10.1 LA REDENCIÓN VINO POR MEDIO DE JESUCRISTO

10.1.1 Noción de Redención

La definición de Redención incluye la naturaleza de la Redención y sus efectos:
lo. La naturaleza está comprendida en las palabras: murió por nosotros y se ofreció en nuestro lugar.
2o. Los efectos en las siguientes: para satisfacer, merecer y liberarnos del pecado y del demonio.
Mediante estos tres efectos: la satisfacción, el mérito y el rescate destruyó Jesucristo los efectos que el pecado había producido en nuestra alma, y consiguió el fin que se proponía con la Redención

10.1.2 Necesidad de la Redención
Tres caminos podía seguir Dios respecto al hombre, después del pecado de Adán:
a) dejarlo abandonado a su desgracia;
b) perdonarlo sin más, es decir, sin satisfacción adecuada;
c) exigirle satisfacción plena, de acuerdo con la ofensa.

Este último camino le pareció más digno de su Justicia, Sabiduría y Misericordia; así determinó que el Verbo se encarnara y muriera para reparar la ofensa y las demás consecuencias del pecado.

La Redención es para el hombre un misterio, porque no podemos comprender cómo es posible que Dios muera por nosotros.

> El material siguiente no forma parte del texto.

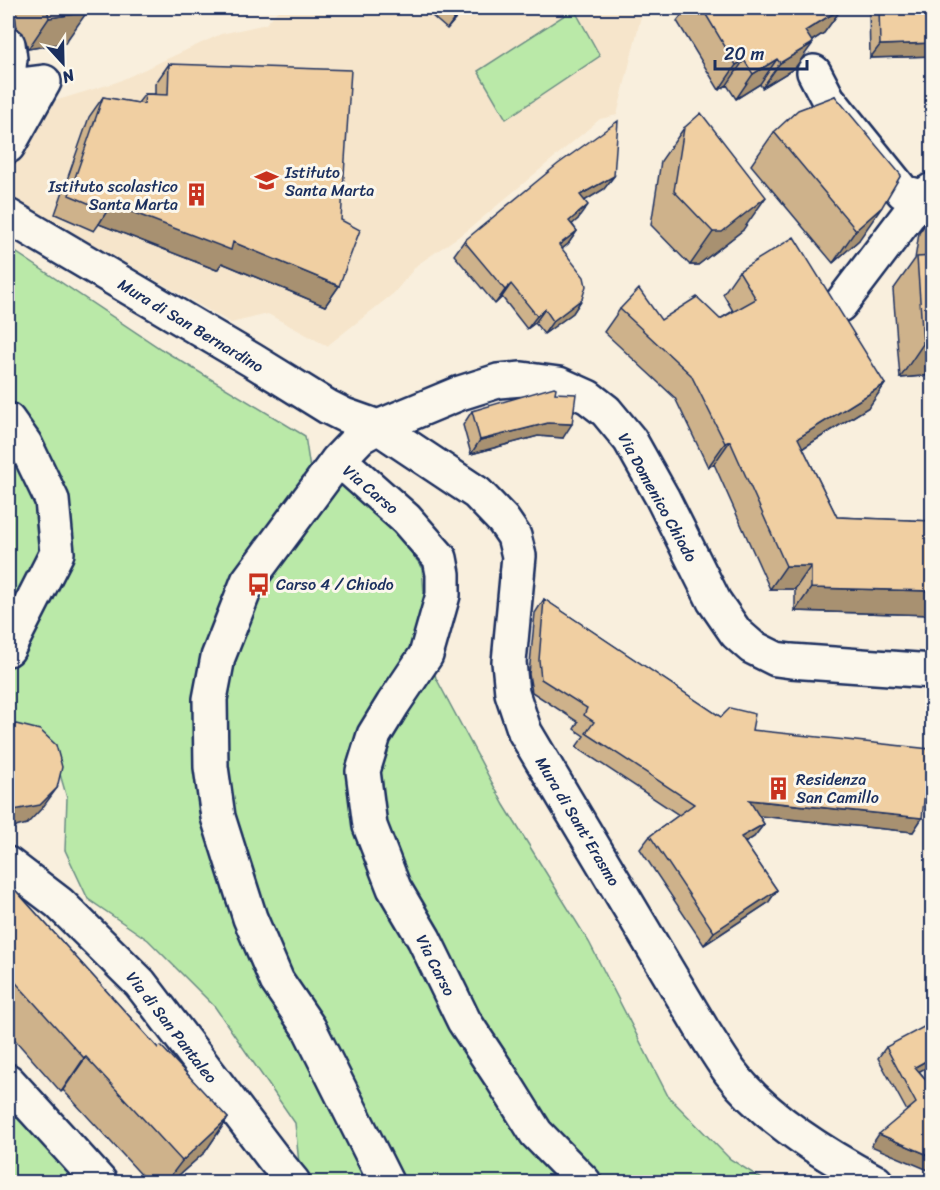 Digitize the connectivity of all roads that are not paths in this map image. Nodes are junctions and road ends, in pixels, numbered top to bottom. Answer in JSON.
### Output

Consta, sin embargo, en todo el Evangelio; y por eso debemos creerla con fe firme, y vivir agradecidos a Dios por tan excelente beneficio.

10.1.3 Por medio de Jesucristo
Cristo se ofreció en nuestro lugar al Eterno Padre, en satisfacción de nuestros pecados. En efecto,
lo. La reparación de una ofensa no se cumple con la sola cesación de la ofensa, sino que requiere una satisfacción.
2o. Esta satisfacción debe procurarla el mismo culpable.
3o. Los culpables éramos los hombres; pero no siendo capaces ni dignos de una adecuada satisfacción, fue preciso que Cristo se pusiera en nuestro lugar.

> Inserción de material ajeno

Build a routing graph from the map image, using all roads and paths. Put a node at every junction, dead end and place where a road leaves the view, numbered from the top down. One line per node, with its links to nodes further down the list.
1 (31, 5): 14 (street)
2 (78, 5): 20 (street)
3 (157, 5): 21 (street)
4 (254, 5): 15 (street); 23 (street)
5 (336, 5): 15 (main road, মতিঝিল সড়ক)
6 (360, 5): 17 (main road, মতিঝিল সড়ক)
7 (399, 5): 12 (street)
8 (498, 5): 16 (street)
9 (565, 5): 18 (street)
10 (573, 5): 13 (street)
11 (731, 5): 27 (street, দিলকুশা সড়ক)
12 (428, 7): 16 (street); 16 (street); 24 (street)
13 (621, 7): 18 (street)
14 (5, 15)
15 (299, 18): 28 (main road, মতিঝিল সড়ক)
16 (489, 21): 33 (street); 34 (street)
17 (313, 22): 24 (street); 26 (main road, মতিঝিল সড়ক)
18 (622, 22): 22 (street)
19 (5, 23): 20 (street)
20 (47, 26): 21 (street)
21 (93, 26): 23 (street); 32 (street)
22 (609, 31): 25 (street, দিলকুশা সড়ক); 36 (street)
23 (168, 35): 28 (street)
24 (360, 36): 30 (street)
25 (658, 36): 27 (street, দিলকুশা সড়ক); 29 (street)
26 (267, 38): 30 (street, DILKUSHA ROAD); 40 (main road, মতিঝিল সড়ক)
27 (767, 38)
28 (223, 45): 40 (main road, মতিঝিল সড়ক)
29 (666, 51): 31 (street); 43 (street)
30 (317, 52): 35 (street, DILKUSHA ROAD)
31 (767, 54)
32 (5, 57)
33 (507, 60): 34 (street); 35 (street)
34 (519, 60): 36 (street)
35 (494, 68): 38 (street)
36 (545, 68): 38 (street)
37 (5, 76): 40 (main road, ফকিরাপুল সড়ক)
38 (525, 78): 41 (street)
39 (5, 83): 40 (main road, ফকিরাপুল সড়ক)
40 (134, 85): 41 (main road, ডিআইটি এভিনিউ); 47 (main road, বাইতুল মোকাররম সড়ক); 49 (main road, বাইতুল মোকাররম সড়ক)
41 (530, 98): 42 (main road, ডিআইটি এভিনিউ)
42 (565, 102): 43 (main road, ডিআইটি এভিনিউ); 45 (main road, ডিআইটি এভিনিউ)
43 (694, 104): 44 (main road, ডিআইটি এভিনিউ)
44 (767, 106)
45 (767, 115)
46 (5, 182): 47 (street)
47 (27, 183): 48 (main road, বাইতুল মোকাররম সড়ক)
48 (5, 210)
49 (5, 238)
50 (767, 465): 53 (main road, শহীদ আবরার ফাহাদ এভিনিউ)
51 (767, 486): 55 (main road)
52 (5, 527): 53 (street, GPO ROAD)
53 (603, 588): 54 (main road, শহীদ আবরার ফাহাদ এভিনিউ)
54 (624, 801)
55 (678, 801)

10.2 PASIÓN, MUERTE Y SEPULTURA DE CRISTO
10.2.1 La pasión del Salvador
Está referida en Mt. 6, 26-; Mc. 14, Lc. 22 y Jn. 18
La pasión tuvo lugar en Jerusalén, capital de Judea. En aquel entonces, provincia del Imperio romano, gobernada por Poncio Pilatos.

Empezó por la oración del Huerto. Allí a la vista de los innumerables pecados de los hombres, de los pavorosos tormentos que lo esperaban, y de la inutilidad de sus sufrimientos para muchos, sufrió Cristo congoja y aflicción tan acerba, que le sobrevino un sudor de sangre, y cayó en agonía como un hombre que va a morir.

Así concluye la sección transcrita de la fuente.